By how much can I expect converting to PDF/A to increase PDF size...and how can I minimize this?

Hello
I am having a serious customer issue with code that we’ve just ported from a different vendor to using Aspose.PDF. Namely, I have a small (55k) form which gets filled in automatically by our software, flattened, and then converted to PDF/A using:
pdfDocument.Convert(new MemoryStream(), PdfFormat.PDF_A_1B, ConvertErrorAction.Delete);

The unflattened filled-in PDF is about 60K; the PDF/A version is about 1.3 MB! I’ve added calls to Document.Optimize() and OptimizeResources() with no benefit.

I saw in the forum (.e.,g Creating huge memory issues while converting PDF to PDF/A - #4 by codewarior ) that it is possible that this is due to the PDF/A-1b requirements…

  1. Is that (still) correct?
  2. Is there any way to minimize the negative effects of PDF/A?
  3. Is the increase I am seeing normal and to be expected?

Thanks in advance!
Larry

@larry.weisberg

Thanks for contacting the support.

The information in the referred thread was shared on the basis of PDF specifications and is still correct.

We are afraid that it would not be in favor of PDF/A compliance. If somehow you manage to reduce the negative effects (in your case), the resultant PDF would not pass the compliance test.

As per the PDF specifications, the behavior is normal and expected. We will further try to investigate the scenario once again for you if you can please share the sample files with us.

RFNTemplate.pdf (51.2 KB)
TestRFN.pdf (1.3 MB)

Hi - I’ve attached 2 files.
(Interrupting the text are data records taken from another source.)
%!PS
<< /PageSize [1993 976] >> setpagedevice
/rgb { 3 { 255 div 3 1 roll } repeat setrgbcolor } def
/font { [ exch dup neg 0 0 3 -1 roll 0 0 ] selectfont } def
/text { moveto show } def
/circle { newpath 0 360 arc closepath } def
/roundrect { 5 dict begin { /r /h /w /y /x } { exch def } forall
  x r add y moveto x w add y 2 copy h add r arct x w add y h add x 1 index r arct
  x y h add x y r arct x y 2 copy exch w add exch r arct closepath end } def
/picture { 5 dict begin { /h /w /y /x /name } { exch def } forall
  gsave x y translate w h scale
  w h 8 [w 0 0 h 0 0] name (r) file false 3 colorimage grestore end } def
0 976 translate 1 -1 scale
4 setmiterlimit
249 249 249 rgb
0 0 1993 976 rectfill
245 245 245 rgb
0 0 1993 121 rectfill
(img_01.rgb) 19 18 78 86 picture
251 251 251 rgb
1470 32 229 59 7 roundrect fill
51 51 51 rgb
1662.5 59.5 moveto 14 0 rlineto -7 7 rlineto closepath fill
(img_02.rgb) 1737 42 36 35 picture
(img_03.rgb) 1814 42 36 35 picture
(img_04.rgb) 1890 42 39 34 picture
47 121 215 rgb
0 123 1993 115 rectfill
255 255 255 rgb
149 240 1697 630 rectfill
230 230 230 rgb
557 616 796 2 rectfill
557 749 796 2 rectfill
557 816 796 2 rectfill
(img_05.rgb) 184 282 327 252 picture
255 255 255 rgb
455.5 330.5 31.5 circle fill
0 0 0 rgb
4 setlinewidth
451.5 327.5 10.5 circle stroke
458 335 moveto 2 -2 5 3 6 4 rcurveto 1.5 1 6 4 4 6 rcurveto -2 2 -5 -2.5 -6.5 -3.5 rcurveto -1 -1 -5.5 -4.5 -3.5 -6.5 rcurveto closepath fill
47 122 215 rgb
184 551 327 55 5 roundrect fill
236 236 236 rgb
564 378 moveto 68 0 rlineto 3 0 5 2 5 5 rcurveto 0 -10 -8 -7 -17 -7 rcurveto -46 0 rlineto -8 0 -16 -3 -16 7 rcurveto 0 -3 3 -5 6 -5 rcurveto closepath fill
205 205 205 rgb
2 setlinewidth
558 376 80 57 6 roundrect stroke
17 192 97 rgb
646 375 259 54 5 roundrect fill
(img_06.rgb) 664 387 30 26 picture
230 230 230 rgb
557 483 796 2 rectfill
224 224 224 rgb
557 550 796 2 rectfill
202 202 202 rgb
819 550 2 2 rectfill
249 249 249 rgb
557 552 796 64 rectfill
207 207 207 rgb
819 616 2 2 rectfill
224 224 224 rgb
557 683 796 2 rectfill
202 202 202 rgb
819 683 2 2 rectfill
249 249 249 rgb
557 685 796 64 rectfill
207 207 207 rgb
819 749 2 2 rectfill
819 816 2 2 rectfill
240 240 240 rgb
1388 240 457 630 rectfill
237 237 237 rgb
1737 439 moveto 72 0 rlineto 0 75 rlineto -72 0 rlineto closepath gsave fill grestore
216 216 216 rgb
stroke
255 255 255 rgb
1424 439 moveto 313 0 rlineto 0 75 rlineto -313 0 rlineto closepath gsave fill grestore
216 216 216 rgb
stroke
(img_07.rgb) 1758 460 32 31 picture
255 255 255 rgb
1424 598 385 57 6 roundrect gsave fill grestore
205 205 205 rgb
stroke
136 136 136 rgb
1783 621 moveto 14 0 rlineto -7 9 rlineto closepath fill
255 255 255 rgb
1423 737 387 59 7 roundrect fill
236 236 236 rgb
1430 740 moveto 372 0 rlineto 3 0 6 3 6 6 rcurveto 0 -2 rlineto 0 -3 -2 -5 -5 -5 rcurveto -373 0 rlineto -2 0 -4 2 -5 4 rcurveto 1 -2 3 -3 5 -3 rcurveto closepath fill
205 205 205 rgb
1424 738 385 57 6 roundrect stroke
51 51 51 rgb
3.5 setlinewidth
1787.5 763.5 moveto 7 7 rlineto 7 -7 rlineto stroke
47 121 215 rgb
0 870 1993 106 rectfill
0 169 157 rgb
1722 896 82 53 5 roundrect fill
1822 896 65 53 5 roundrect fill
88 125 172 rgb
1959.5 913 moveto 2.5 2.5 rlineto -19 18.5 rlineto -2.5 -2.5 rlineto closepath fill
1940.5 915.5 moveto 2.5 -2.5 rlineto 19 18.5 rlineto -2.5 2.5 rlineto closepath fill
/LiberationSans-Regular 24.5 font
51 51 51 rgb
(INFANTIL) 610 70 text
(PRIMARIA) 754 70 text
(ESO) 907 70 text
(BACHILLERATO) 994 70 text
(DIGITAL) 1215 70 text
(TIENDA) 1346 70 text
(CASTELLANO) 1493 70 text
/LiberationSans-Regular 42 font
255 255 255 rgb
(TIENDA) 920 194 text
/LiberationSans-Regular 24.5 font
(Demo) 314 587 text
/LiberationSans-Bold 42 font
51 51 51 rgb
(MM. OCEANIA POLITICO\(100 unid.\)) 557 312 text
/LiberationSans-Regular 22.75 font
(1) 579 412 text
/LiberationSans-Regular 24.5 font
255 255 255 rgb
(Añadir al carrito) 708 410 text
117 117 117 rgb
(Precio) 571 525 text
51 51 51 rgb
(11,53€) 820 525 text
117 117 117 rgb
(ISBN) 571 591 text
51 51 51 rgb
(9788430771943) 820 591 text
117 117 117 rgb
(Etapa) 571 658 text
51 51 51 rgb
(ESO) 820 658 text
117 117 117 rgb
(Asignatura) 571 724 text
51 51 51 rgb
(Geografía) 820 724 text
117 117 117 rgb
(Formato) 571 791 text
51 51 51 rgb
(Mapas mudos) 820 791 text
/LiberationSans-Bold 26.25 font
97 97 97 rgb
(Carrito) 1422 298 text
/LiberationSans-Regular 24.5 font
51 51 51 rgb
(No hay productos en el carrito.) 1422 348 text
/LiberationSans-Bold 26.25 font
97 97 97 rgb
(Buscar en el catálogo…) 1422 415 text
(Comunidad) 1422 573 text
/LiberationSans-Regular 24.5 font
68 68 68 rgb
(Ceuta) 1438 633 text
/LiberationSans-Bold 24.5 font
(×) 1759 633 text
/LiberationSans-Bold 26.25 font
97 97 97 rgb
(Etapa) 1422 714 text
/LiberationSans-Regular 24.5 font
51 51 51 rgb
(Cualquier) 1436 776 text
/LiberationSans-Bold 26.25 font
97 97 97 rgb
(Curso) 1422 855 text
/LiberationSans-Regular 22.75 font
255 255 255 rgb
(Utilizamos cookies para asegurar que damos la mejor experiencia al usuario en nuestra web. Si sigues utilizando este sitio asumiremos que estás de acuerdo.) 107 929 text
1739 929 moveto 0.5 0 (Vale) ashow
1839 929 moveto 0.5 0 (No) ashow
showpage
One is used as a form where we fill in fields, and the other is the final pdf after applying PDF/A. Without posting all my source code :-), in overall terms, after I’ve filled in the fields I do the following…(Because of the way to high-level code is organized, my function to convert to PDF/A might be called more than once on a given document, since this is the method used to get the pdf in byte[] form… but I can’t imagine that is the issue here :slight_smile: )

public static byte[] ConvertToPDFA(byte[] flatpdf) {
using (var streamIn = new MemoryStream(flatpdf))
{
Document pdfDocument = new Document(streamIn);
// Convert to PDF/A compliant document
// During conversion process, the validation is also performed
OptimizeSize(pdfDocument); /// This seems to have no effect; same if I called OptimizeResources()

	PdfFormatConversionOptions ops = new PdfFormatConversionOptions(PdfFormat.PDF_A_1B, ConvertErrorAction.Delete);
	ops.FontEmbeddingOptions.UseDefaultSubstitution = false;

	if (!pdfDocument.Convert(ops))
		throw new ApplicationException($"Converting PDF to PDF/A (bytes) failed");

	var streamOut = new MemoryStream();
	pdfDocument.Save(streamOut);
	pdfDocument.Dispose();
	streamOut.Close();
	return streamOut.ToArray();
}

}

If I do the optimizeResources() AFTER the convert to PDF/A then the file is small. However, when I open in Adobe, I do not see the blue ribbon across the top indicating that it is PDF/A compliant.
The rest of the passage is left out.